*** Material shown

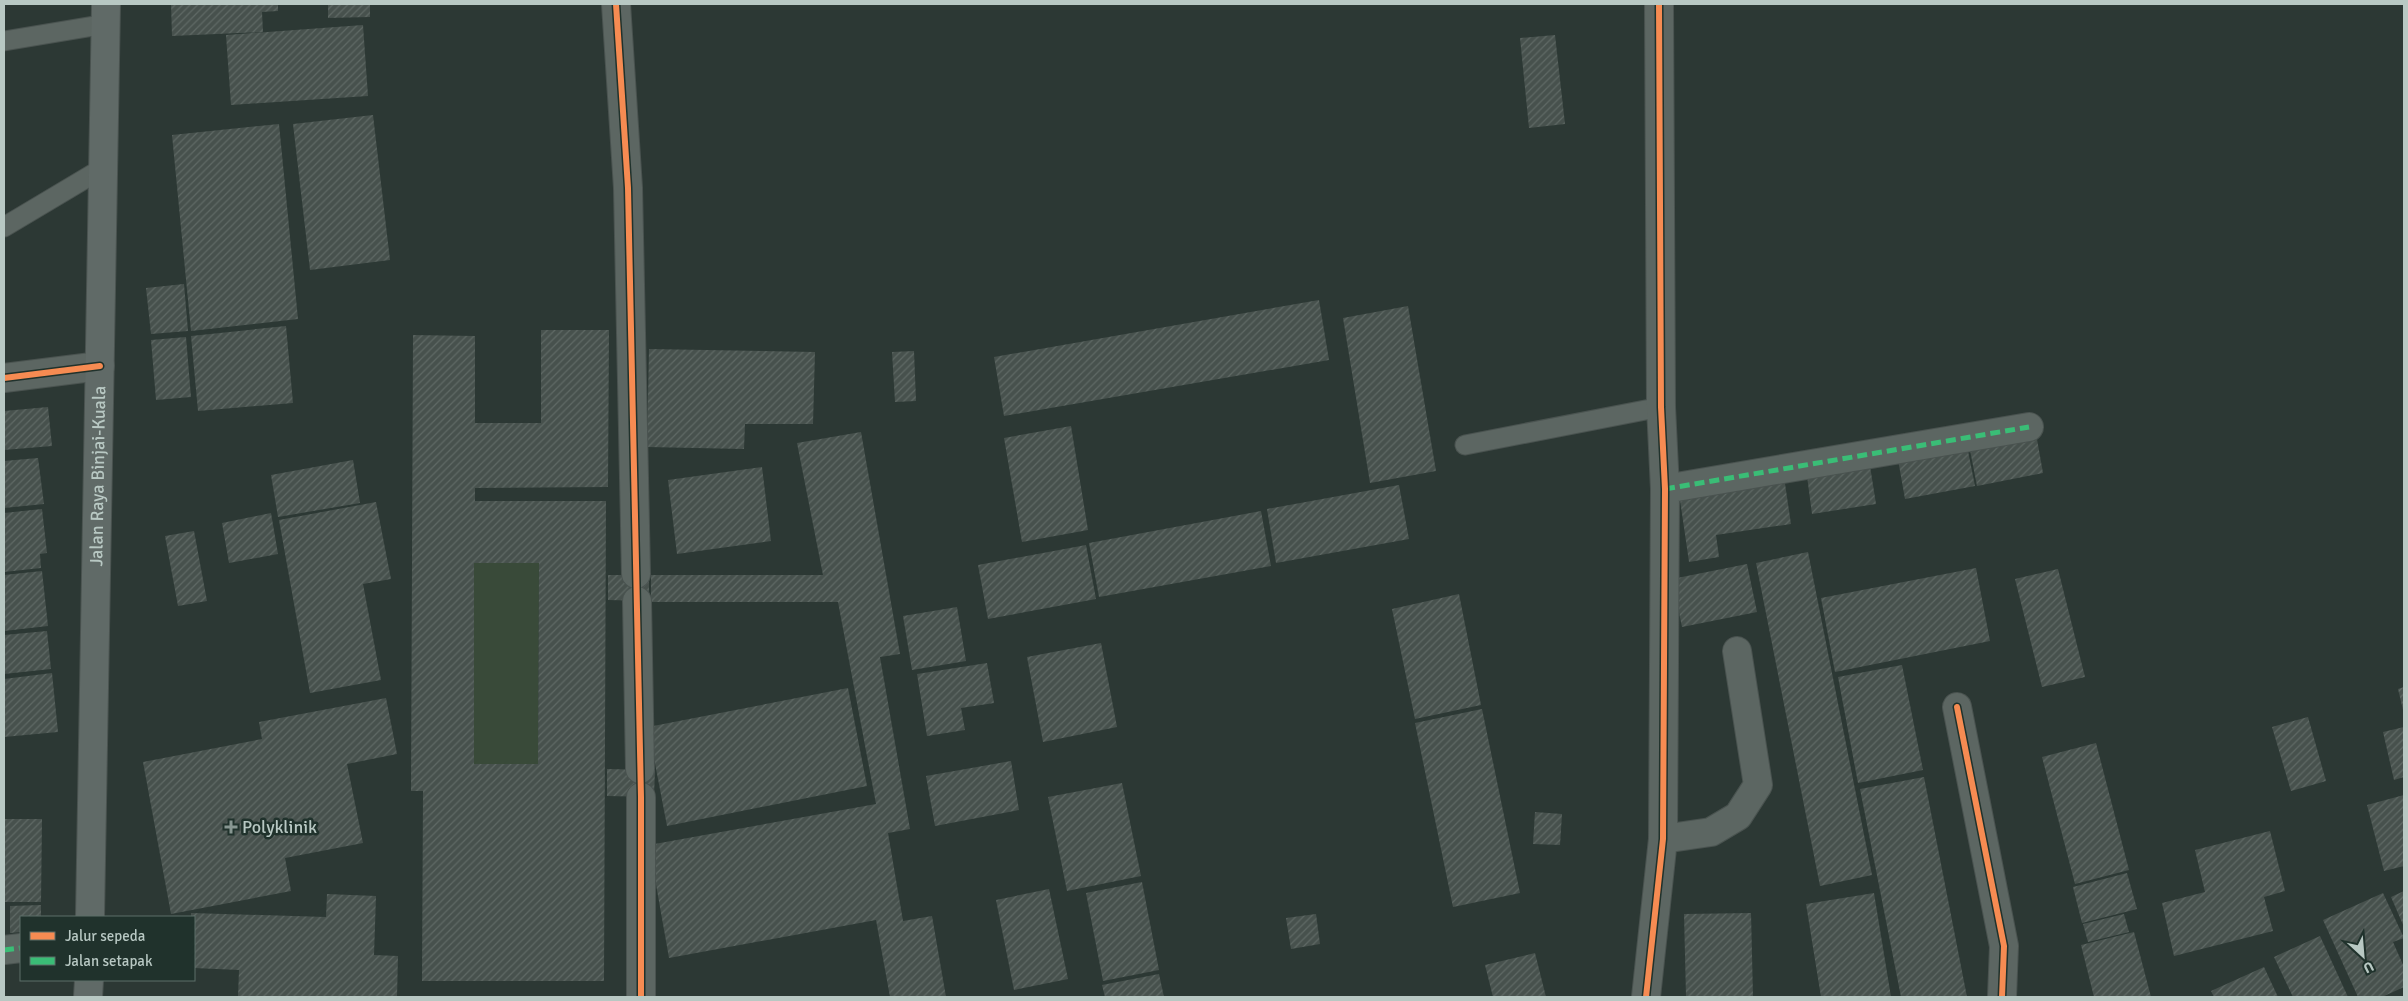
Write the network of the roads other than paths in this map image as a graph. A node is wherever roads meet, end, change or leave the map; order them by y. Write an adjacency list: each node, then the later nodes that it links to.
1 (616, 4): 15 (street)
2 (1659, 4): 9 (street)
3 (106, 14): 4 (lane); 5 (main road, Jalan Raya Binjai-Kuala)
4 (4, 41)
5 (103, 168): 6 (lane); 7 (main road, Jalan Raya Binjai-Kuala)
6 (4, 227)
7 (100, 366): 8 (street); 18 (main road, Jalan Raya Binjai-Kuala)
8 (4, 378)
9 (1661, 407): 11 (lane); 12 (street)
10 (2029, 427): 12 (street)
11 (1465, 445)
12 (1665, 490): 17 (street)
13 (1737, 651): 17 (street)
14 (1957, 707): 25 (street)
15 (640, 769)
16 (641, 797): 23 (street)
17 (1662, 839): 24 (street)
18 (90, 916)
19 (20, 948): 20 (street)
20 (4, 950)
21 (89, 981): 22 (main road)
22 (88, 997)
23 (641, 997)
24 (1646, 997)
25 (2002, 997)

******

Since the pictures are not wanted, write out the rest of the data exactly as it reads.

Result:
Write the network of the roads other than paths in this map image as a graph. A node is wherever roads meet, end, change or leave the map; order them by y. Write an adjacency list: each node, then the later nodes that it links to.
1 (616, 4): 15 (street)
2 (1659, 4): 9 (street)
3 (106, 14): 4 (lane); 5 (main road, Jalan Raya Binjai-Kuala)
4 (4, 41)
5 (103, 168): 6 (lane); 7 (main road, Jalan Raya Binjai-Kuala)
6 (4, 227)
7 (100, 366): 8 (street); 18 (main road, Jalan Raya Binjai-Kuala)
8 (4, 378)
9 (1661, 407): 11 (lane); 12 (street)
10 (2029, 427): 12 (street)
11 (1465, 445)
12 (1665, 490): 17 (street)
13 (1737, 651): 17 (street)
14 (1957, 707): 25 (street)
15 (640, 769)
16 (641, 797): 23 (street)
17 (1662, 839): 24 (street)
18 (90, 916)
19 (20, 948): 20 (street)
20 (4, 950)
21 (89, 981): 22 (main road)
22 (88, 997)
23 (641, 997)
24 (1646, 997)
25 (2002, 997)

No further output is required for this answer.